- Nickname: Old Tascosa
- Motto: Cowboy Capital of the Plains
- Location within Texas
- Coordinates: 35°31′52″N 102°15′20″W﻿ / ﻿35.53111°N 102.25556°W
- Country: United States
- State: Texas
- County: Oldham
- Plaza Atascosa: 1876
- Elevation: 3,192 ft (973 m)
- Time zone: UTC-6 (Central (CST))
- • Summer (DST): UTC-5 (MDT)
- GNIS feature ID: 2646624

= Tascosa, Texas =

Tascosa, sometimes called Old Tascosa, is the former capital of 10 counties in the Texas Panhandle. The town emerged briefly in the 1880s as an economic rival of Dodge City, Kansas. Located in Oldham County, northwest of Amarillo, Tascosa is now a ghost town.

In 1893, the bridge was washed out and the flood damaged homes and businesses, so people began to move away. Two of the last residents were ex-gambler Mickey McCormick and a former dance hall girl and card dealer Frenchy McCormick. Mickey died in 1912, and Frenchy in 1941. They are buried next to each other outside town.

In 1939, Cal Farley's Boys Ranch opened after Julian Bivins, son of Lee Bivins, donated the town site, the renovated old courthouse, and the surrounding 120 acres. The courthouse, now a museum, and the 1889 schoolhouse are the only buildings from the old town to survive into the 21st century.

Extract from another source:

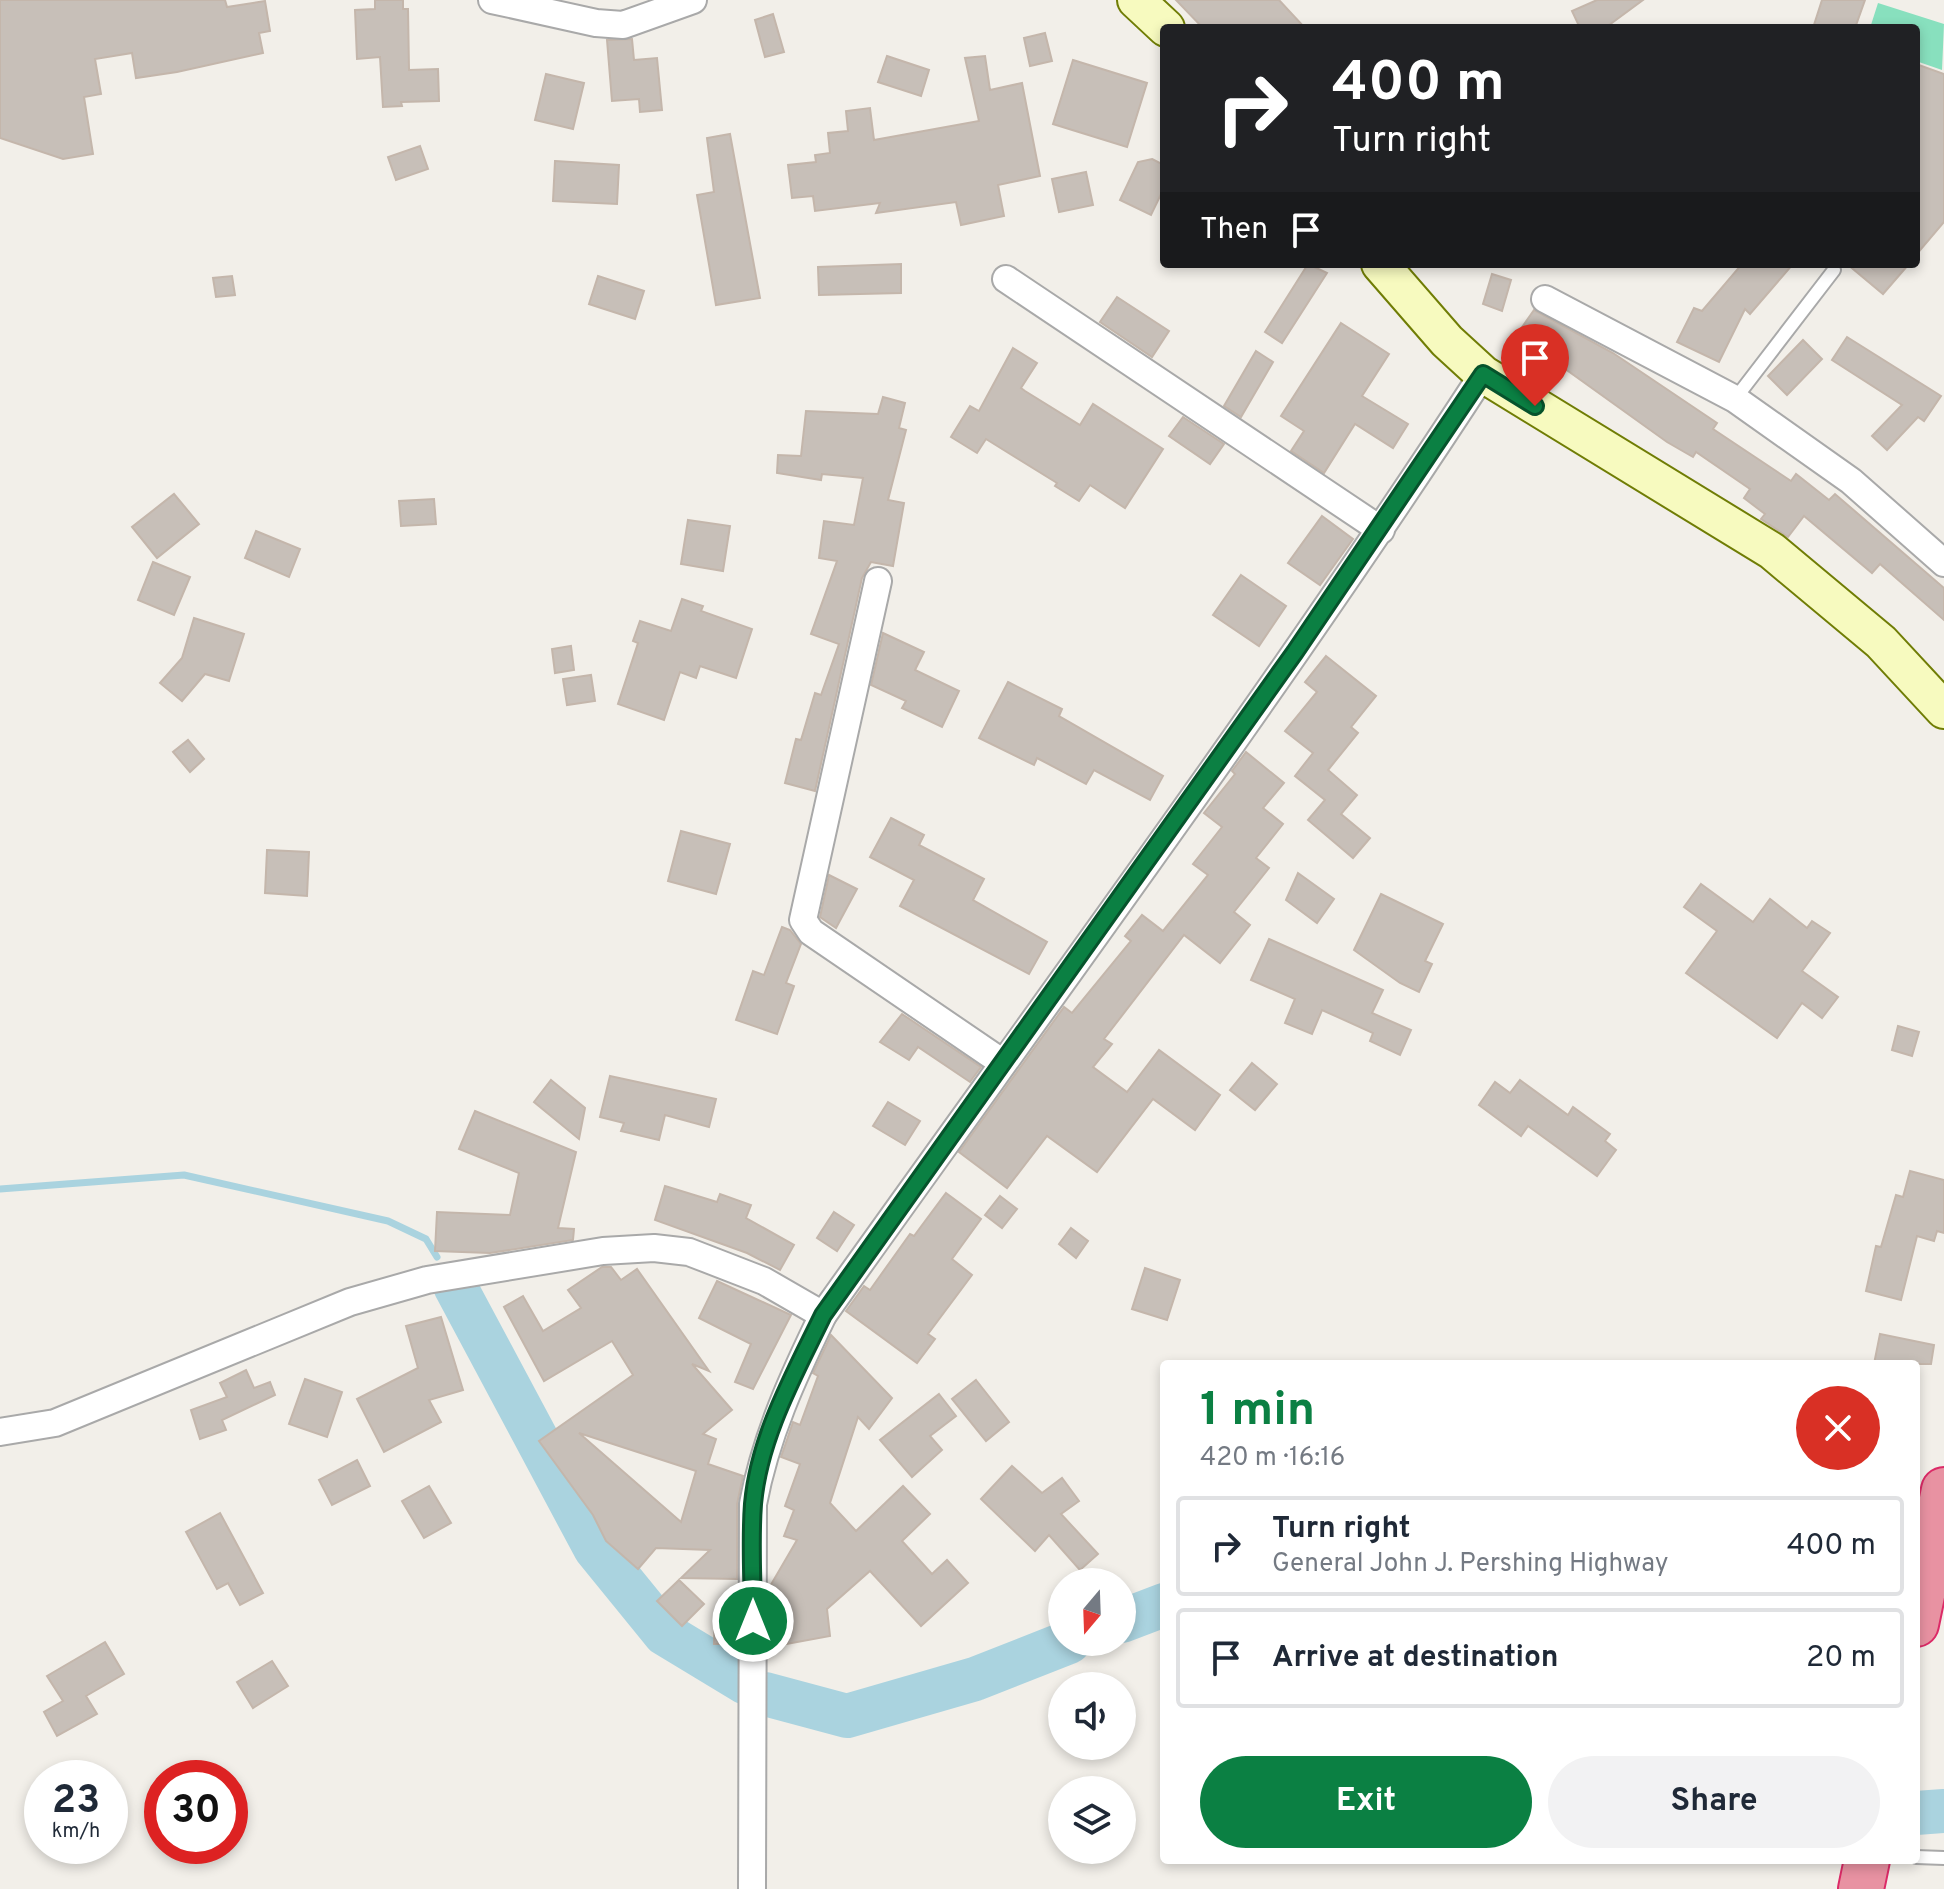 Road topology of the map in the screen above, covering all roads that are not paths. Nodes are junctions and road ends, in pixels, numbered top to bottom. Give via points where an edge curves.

Tascosa was the setting for the showdown between Lin McAdams (Jimmy Stewart) and Dutch Henry Brown (Stephen McNally) in the 1950 American Western film, Winchester 73. Stewart also played the sheriff of Tascosa, Guthrie McCabe, in the 1961 production Two Rode Together.

==Climate==
According to the Köppen climate classification, Tascosa has a semiarid climate, BSk on climate maps.